WHAT TO DO: Look through the listing below for the string "Left". Show each line where it occurs.

EXERCISE INPUT:
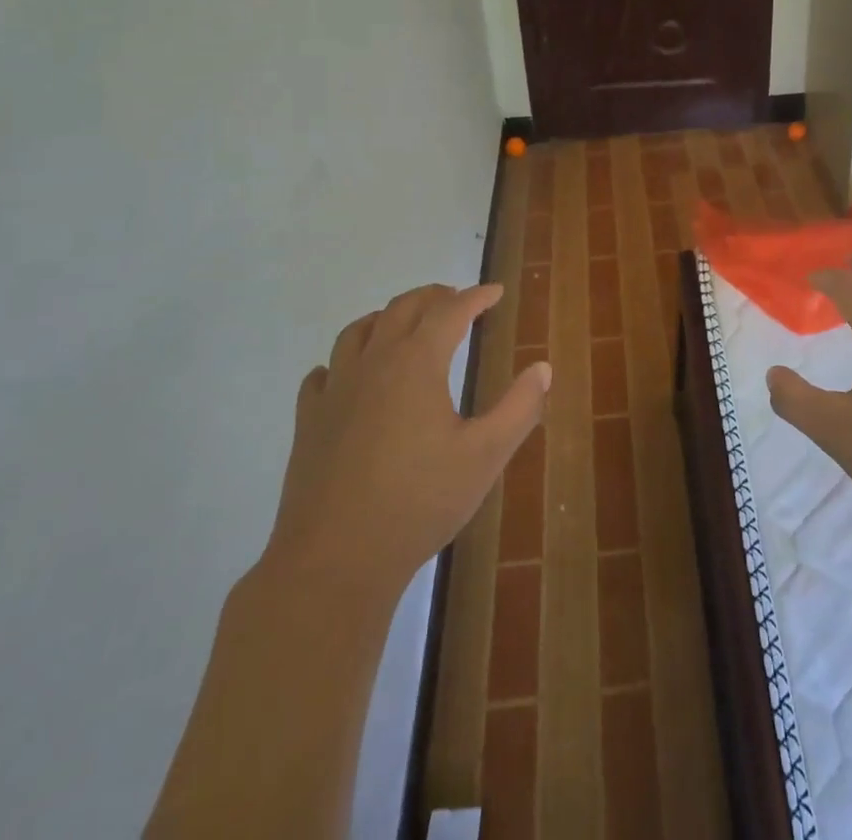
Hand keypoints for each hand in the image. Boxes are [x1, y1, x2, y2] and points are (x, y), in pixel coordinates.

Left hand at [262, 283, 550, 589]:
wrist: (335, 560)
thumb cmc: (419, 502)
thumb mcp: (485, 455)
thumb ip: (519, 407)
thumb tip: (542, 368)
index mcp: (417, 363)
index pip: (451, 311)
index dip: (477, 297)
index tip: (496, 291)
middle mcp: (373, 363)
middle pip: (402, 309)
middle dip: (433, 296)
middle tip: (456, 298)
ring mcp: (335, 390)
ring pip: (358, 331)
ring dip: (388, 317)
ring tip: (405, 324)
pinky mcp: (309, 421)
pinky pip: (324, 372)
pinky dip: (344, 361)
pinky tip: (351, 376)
---
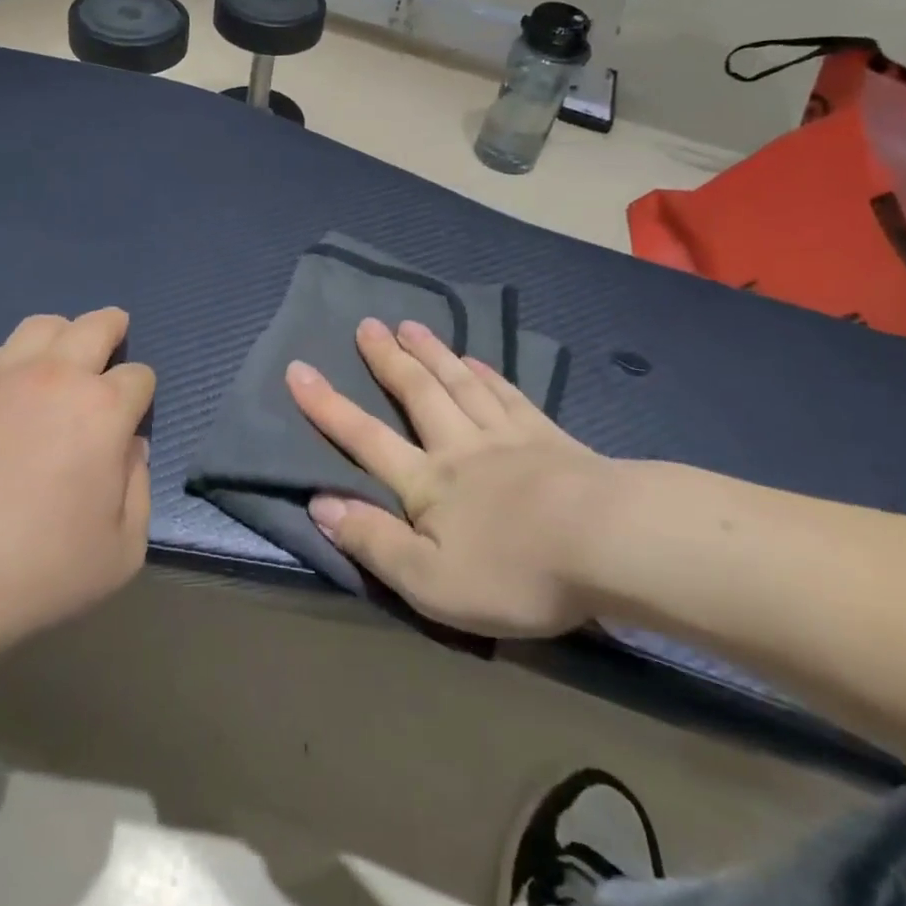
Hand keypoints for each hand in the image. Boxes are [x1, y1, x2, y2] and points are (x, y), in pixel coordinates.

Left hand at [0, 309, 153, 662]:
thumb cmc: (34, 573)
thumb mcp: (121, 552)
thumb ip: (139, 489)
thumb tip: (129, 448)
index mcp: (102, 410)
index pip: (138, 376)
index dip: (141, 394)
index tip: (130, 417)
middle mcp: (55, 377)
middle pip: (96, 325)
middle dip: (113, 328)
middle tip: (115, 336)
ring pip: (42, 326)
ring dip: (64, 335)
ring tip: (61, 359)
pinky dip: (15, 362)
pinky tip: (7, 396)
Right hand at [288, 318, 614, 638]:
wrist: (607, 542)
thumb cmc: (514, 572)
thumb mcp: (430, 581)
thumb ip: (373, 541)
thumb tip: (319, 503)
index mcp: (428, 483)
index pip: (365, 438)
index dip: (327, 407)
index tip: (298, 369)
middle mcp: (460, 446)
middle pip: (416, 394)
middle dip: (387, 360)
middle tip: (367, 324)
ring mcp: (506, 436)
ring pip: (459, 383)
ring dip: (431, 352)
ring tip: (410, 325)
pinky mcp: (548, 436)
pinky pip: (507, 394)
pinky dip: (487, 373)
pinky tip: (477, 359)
...
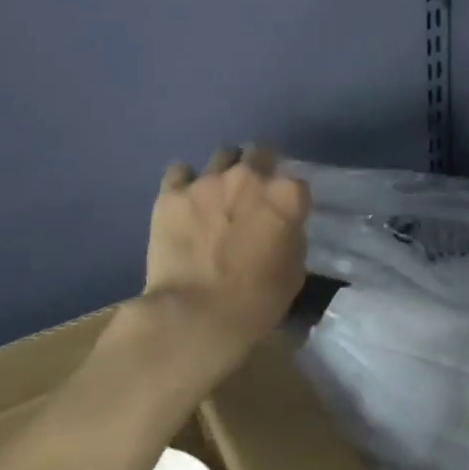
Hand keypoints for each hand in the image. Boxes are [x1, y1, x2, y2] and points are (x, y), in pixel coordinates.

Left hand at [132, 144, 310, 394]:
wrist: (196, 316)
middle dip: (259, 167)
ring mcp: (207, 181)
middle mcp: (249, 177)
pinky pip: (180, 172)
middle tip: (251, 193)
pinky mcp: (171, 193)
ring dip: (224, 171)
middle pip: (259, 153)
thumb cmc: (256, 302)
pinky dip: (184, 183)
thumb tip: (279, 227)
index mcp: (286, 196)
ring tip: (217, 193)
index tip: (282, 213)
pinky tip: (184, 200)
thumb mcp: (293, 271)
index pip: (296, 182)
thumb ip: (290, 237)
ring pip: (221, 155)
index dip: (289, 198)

ANSWER TO THIS TASK:
Left hand at [262, 283, 550, 589]:
Left hand at [0, 309, 153, 662]:
Left hand at [132, 144, 310, 394]:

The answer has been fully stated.